<<<<

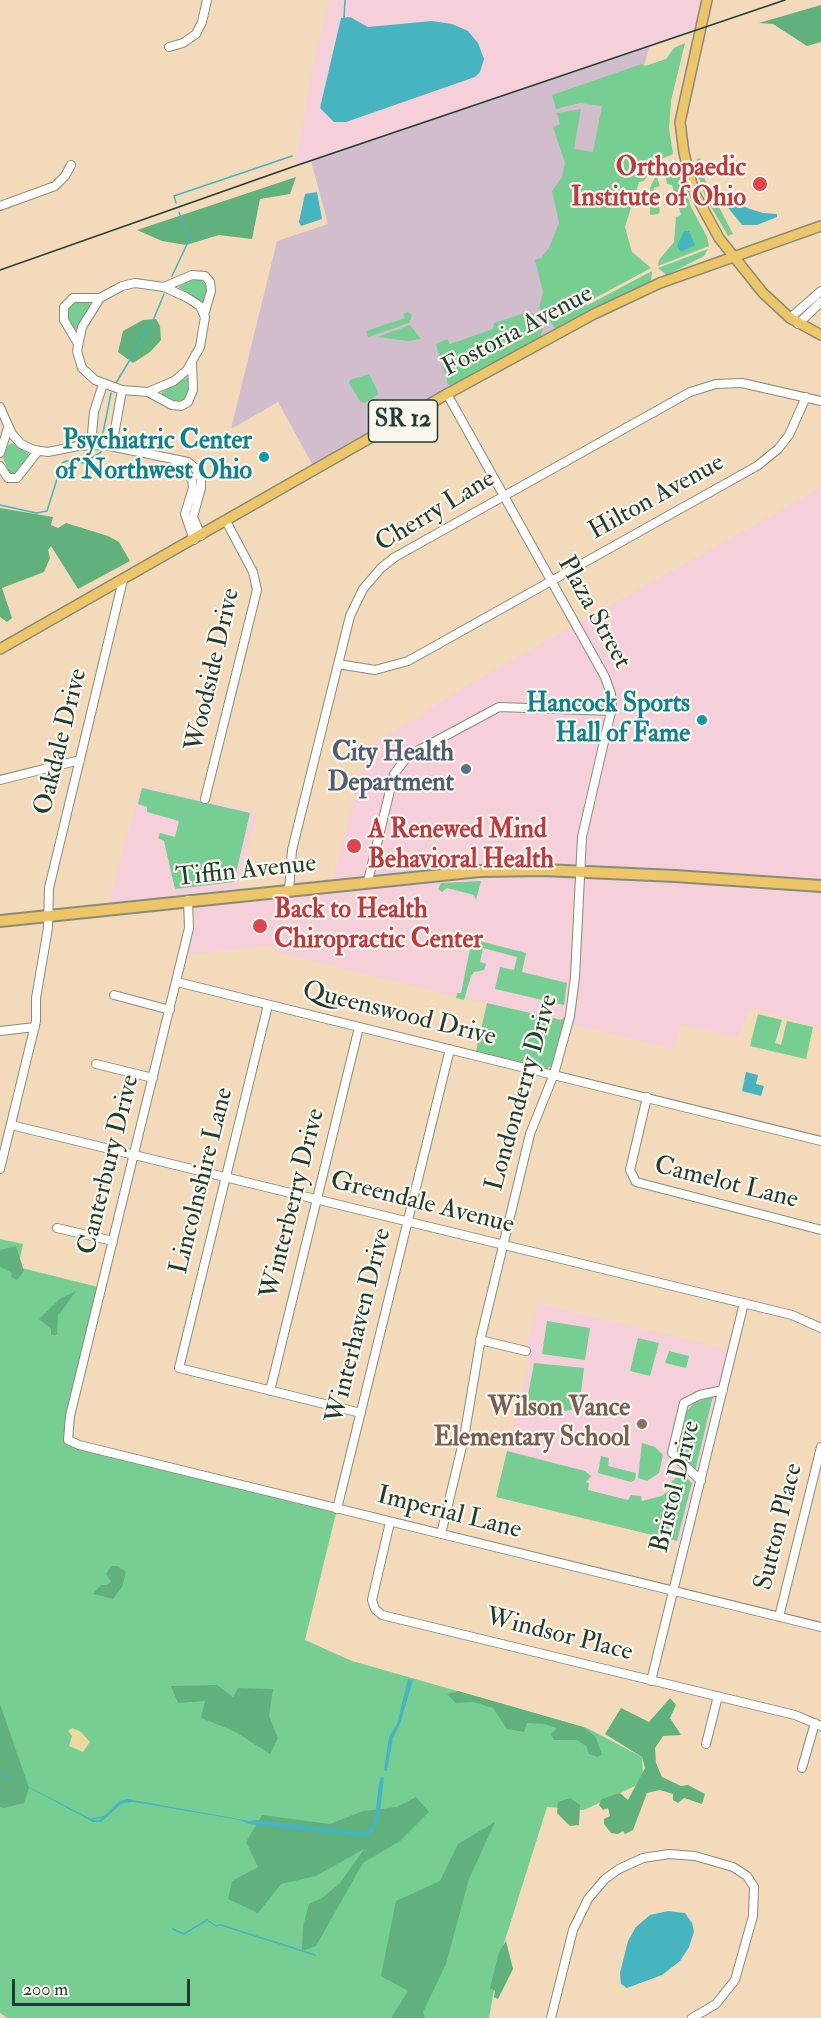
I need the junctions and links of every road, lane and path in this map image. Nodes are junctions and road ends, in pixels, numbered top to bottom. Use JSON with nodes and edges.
{"nodes":[{"id":1,"x":207,"y":0,"type":"edge"},
{"id":2,"x":707,"y":0,"type":"edge"},
{"id":3,"x":169,"y":47,"type":"dead end"},
{"id":4,"x":71,"y":165,"type":"dead end"},
{"id":5,"x":0,"y":206,"type":"edge"},
{"id":6,"x":821,"y":226,"type":"edge"},
{"id":7,"x":732,"y":256,"type":"junction"},
{"id":8,"x":164,"y":287,"type":"junction"},
{"id":9,"x":821,"y":291,"type":"edge"},
{"id":10,"x":100,"y":298,"type":"junction"},
{"id":11,"x":821,"y":302,"type":"edge"},
{"id":12,"x":204,"y":315,"type":"junction"},
{"id":13,"x":790,"y":318,"type":"junction"},
{"id":14,"x":798,"y":324,"type":"junction"},
{"id":15,"x":821,"y":335,"type":"edge"},
{"id":16,"x":77,"y":342,"type":"junction"},
{"id":17,"x":192,"y":363,"type":"junction"},
{"id":18,"x":103,"y":384,"type":"junction"},
{"id":19,"x":122,"y":390,"type":"junction"},
{"id":20,"x":148,"y":392,"type":"junction"},
{"id":21,"x":447,"y":394,"type":"junction"},
{"id":22,"x":806,"y":397,"type":"junction"},
{"id":23,"x":821,"y":401,"type":"edge"},
{"id":24,"x":0,"y":407,"type":"edge"},
{"id":25,"x":8,"y":428,"type":"junction"},
{"id":26,"x":91,"y":445,"type":"junction"},
{"id":27,"x":112,"y":446,"type":"junction"},
{"id":28,"x":38,"y":451,"type":"junction"},
{"id":29,"x":0,"y":453,"type":"edge"},
{"id":30,"x":0,"y":466,"type":"edge"},
{"id":31,"x":504,"y":496,"type":"junction"},
{"id":32,"x":226,"y":522,"type":"junction"},
{"id":33,"x":197,"y":538,"type":"junction"},
{"id":34,"x":123,"y":580,"type":"junction"},
{"id":35,"x":552,"y":581,"type":"junction"},
{"id":36,"x":0,"y":650,"type":"edge"},
{"id":37,"x":338,"y":664,"type":"junction"},
{"id":38,"x":612,"y":711,"type":"junction"},
{"id":39,"x":80,"y":760,"type":"junction"},
{"id":40,"x":0,"y":780,"type":"edge"},
{"id":41,"x":205,"y":799,"type":"dead end"},
{"id":42,"x":580,"y":872,"type":"junction"},
{"id":43,"x":369,"y":881,"type":"junction"},
{"id":44,"x":821,"y":886,"type":"edge"},
{"id":45,"x":290,"y":890,"type":"junction"},
{"id":46,"x":188,"y":900,"type":"junction"},
{"id":47,"x":49,"y":915,"type":"junction"},
{"id":48,"x":0,"y":921,"type":"edge"},
{"id":49,"x":177,"y":982,"type":"junction"},
{"id":50,"x":114,"y":995,"type":"dead end"},
{"id":51,"x":268,"y":1005,"type":"junction"},
{"id":52,"x":170,"y":1010,"type":"junction"},
{"id":53,"x":35,"y":1027,"type":"junction"},
{"id":54,"x":359,"y":1027,"type":"junction"},
{"id":55,"x":0,"y":1031,"type":"edge"},
{"id":56,"x":450,"y":1049,"type":"junction"},
{"id":57,"x":96,"y":1064,"type":"dead end"},
{"id":58,"x":554,"y":1074,"type":"junction"},
{"id":59,"x":153,"y":1078,"type":"junction"},
{"id":60,"x":646,"y":1097,"type":"junction"},
{"id":61,"x":11,"y":1125,"type":"junction"},
{"id":62,"x":821,"y":1141,"type":"edge"},
{"id":63,"x":134,"y":1155,"type":"junction"},
{"id":64,"x":0,"y":1169,"type":"edge"},
{"id":65,"x":226,"y":1177,"type":"junction"},
{"id":66,"x":317,"y":1200,"type":"junction"},
{"id":67,"x":407,"y":1222,"type":"junction"},
{"id":68,"x":57,"y":1228,"type":"dead end"},
{"id":69,"x":821,"y":1230,"type":"edge"},
{"id":70,"x":113,"y":1241,"type":"junction"},
{"id":71,"x":503,"y":1245,"type":"junction"},
{"id":72,"x":744,"y":1303,"type":"junction"},
{"id":73,"x":821,"y":1328,"type":"edge"},
{"id":74,"x":480,"y":1340,"type":"junction"},
{"id":75,"x":526,"y":1351,"type":"dead end"},
{"id":76,"x":723,"y":1390,"type":"junction"},
{"id":77,"x":270,"y":1391,"type":"junction"},
{"id":78,"x":361,"y":1413,"type":"junction"},
{"id":79,"x":68,"y":1440,"type":"joint"},
{"id":80,"x":821,"y":1447,"type":"edge"},
{"id":81,"x":700,"y":1481,"type":"junction"},
{"id":82,"x":338,"y":1509,"type":"junction"},
{"id":83,"x":390,"y":1521,"type":"junction"},
{"id":84,"x":441,"y":1534,"type":"junction"},
{"id":85,"x":674,"y":1591,"type":"junction"},
{"id":86,"x":779,"y":1617,"type":"junction"},
{"id":87,"x":821,"y":1627,"type":"edge"},
{"id":88,"x":651,"y":1681,"type":"junction"},
{"id":89,"x":718,"y":1696,"type":"junction"},
{"id":90,"x":818,"y":1725,"type":"edge"},
{"id":91,"x":706,"y":1744,"type":"dead end"},
{"id":92,"x":802,"y":1768,"type":"dead end"},
{"id":93,"x":551,"y":2018,"type":"edge"},
{"id":94,"x":692,"y":2018,"type":"edge"}],
"edges":[{"from":1,"to":3,"type":"street"},
{"from":2,"to":7,"type":"main road"},
{"from":4,"to":5,"type":"street"},
{"from":6,"to":7,"type":"main road","name":"Fostoria Avenue","number":"SR 12"},
{"from":7,"to":13,"type":"main road"},
{"from":7,"to":21,"type":"main road","name":"Fostoria Avenue","number":"SR 12"},
{"from":8,"to":10,"type":"street"},
{"from":8,"to":12,"type":"street"},
{"from":8,"to":12,"type":"street"},
{"from":9,"to":13,"type":"street"},
{"from":10,"to":16,"type":"street"},
{"from":10,"to":16,"type":"street"},
{"from":11,"to":14,"type":"street"},
{"from":12,"to":17,"type":"street"},
{"from":13,"to":14,"type":"main road"},
{"from":14,"to":15,"type":"main road"},
{"from":16,"to":18,"type":"street"},
{"from":17,"to":20,"type":"street"},
{"from":17,"to":20,"type":"street"},
{"from":18,"to":19,"type":"street"},
{"from":18,"to":26,"type":"street"},
{"from":19,"to":20,"type":"street"},
{"from":19,"to":27,"type":"street"},
{"from":21,"to":31,"type":"street","name":"Plaza Street"},
{"from":21,"to":32,"type":"main road","name":"Fostoria Avenue","number":"SR 12"},
{"from":22,"to":23,"type":"street","name":"Cherry Lane"},
{"from":22,"to":31,"type":"street","name":"Cherry Lane"},
{"from":22,"to":35,"type":"street","name":"Hilton Avenue"},
{"from":24,"to":25,"type":"street"},
{"from":25,"to":28,"type":"street"},
{"from":25,"to":29,"type":"street"},
{"from":26,"to":27,"type":"street"},
{"from":26,"to":28,"type":"street"},
{"from":27,"to":33,"type":"street"},
{"from":28,"to":30,"type":"street"},
{"from":31,"to":35,"type":"street","name":"Plaza Street"},
{"from":31,"to":37,"type":"street","name":"Cherry Lane"},
{"from":32,"to":33,"type":"main road","name":"Fostoria Avenue","number":"SR 12"},
{"from":32,"to":41,"type":"street","name":"Woodside Drive"},
{"from":33,"to":34,"type":"main road","name":"Fostoria Avenue","number":"SR 12"},
{"from":34,"to":36,"type":"main road","name":"Fostoria Avenue","number":"SR 12"},
{"from":34,"to":39,"type":"street","name":"Oakdale Drive"},
{"from":35,"to":37,"type":"street","name":"Hilton Avenue"},
{"from":35,"to":38,"type":"street","name":"Plaza Street"},
{"from":37,"to":45,"type":"street","name":"Cherry Lane"},
{"from":38,"to":42,"type":"street","name":"Plaza Street"},
{"from":38,"to":43,"type":"street"},
{"from":39,"to":40,"type":"street"},
{"from":39,"to":47,"type":"street","name":"Oakdale Drive"},
{"from":42,"to":43,"type":"highway","name":"Tiffin Avenue"},
{"from":42,"to":44,"type":"highway","name":"Tiffin Avenue"},
{"from":42,"to":58,"type":"street","name":"Londonderry Drive"},
{"from":43,"to":45,"type":"highway","name":"Tiffin Avenue"},
{"from":45,"to":46,"type":"highway","name":"Tiffin Avenue"},
{"from":46,"to":47,"type":"highway","name":"Tiffin Avenue"},
{"from":46,"to":49,"type":"street","name":"Canterbury Drive"},
{"from":47,"to":48,"type":"highway","name":"Tiffin Avenue"},
{"from":47,"to":53,"type":"street","name":"Oakdale Drive"},
{"from":49,"to":51,"type":"street","name":"Queenswood Drive"},
{"from":49,"to":52,"type":"street","name":"Canterbury Drive"},
{"from":50,"to":52,"type":"street"},
{"from":51,"to":54,"type":"street","name":"Queenswood Drive"},
{"from":51,"to":65,"type":"street","name":"Lincolnshire Lane"},
{"from":52,"to":59,"type":"street","name":"Canterbury Drive"},
{"from":53,"to":55,"type":"street"},
{"from":53,"to":61,"type":"street","name":"Oakdale Drive"},
{"from":54,"to":56,"type":"street","name":"Queenswood Drive"},
{"from":54,"to":66,"type":"street","name":"Winterberry Drive"},
{"from":56,"to":58,"type":"street","name":"Queenswood Drive"},
{"from":56,"to":67,"type":"street","name":"Winterhaven Drive"},
{"from":57,"to":59,"type":"street"},
{"from":58,"to":60,"type":"street","name":"Queenswood Drive"},
{"from":58,"to":71,"type":"street","name":"Londonderry Drive"},
{"from":59,"to":63,"type":"street","name":"Canterbury Drive"},
{"from":60,"to":62,"type":"street","name":"Queenswood Drive"},
{"from":60,"to":69,"type":"street","name":"Camelot Lane"},
{"from":61,"to":63,"type":"street","name":"Greendale Avenue"},
{"from":61,"to":64,"type":"street","name":"Oakdale Drive"},
{"from":63,"to":65,"type":"street","name":"Greendale Avenue"},
{"from":63,"to":70,"type":"street","name":"Canterbury Drive"},
{"from":65,"to":66,"type":"street","name":"Greendale Avenue"},
{"from":65,"to":77,"type":"street","name":"Lincolnshire Lane"},
{"from":66,"to":67,"type":"street","name":"Greendale Avenue"},
{"from":66,"to":77,"type":"street","name":"Winterberry Drive"},
{"from":67,"to":71,"type":"street","name":"Greendale Avenue"},
{"from":67,"to":78,"type":"street","name":"Winterhaven Drive"},
{"from":68,"to":70,"type":"street"},
{"from":70,"to":79,"type":"street","name":"Canterbury Drive"},
{"from":71,"to":72,"type":"street","name":"Greendale Avenue"},
{"from":71,"to":74,"type":"street","name":"Londonderry Drive"},
{"from":72,"to":73,"type":"street","name":"Greendale Avenue"},
{"from":72,"to":76,"type":"street","name":"Bristol Drive"},
{"from":74,"to":75,"type":"street"},
{"from":74,"to":84,"type":"street","name":"Londonderry Drive"},
{"from":76,"to":81,"type":"street","name":"Bristol Drive"},
{"from":76,"to":81,"type":"street"},
{"from":77,"to":78,"type":"street"},
{"from":78,"to":82,"type":"street","name":"Winterhaven Drive"},
{"from":79,"to":82,"type":"street","name":"Imperial Lane"},
{"from":80,"to":86,"type":"street","name":"Sutton Place"},
{"from":81,"to":85,"type":"street","name":"Bristol Drive"},
{"from":82,"to":83,"type":"street","name":"Imperial Lane"},
{"from":83,"to":84,"type":"street","name":"Imperial Lane"},
{"from":83,"to":88,"type":"street","name":"Windsor Place"},
{"from":84,"to":85,"type":"street","name":"Imperial Lane"},
{"from":85,"to":86,"type":"street","name":"Imperial Lane"},
{"from":85,"to":88,"type":"street","name":"Bristol Drive"},
{"from":86,"to":87,"type":"street","name":"Imperial Lane"},
{"from":88,"to":89,"type":"street","name":"Windsor Place"},
{"from":89,"to":90,"type":"street","name":"Windsor Place"},
{"from":89,"to":91,"type":"street"},
{"from":90,"to":92,"type":"street"},
{"from":93,"to":94,"type":"street"}]}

>>>>

— ACTIVITY —
Every line of the listing that includes "Fostoria" must be shown.

— RESPONSE AREA —
{"from":6,"to":7,"type":"main road","name":"Fostoria Avenue","number":"SR 12"},
{"from":7,"to":21,"type":"main road","name":"Fostoria Avenue","number":"SR 12"},
{"from":21,"to":32,"type":"main road","name":"Fostoria Avenue","number":"SR 12"},
{"from":32,"to":33,"type":"main road","name":"Fostoria Avenue","number":"SR 12"},
{"from":33,"to":34,"type":"main road","name":"Fostoria Avenue","number":"SR 12"},
{"from":34,"to":36,"type":"main road","name":"Fostoria Avenue","number":"SR 12"},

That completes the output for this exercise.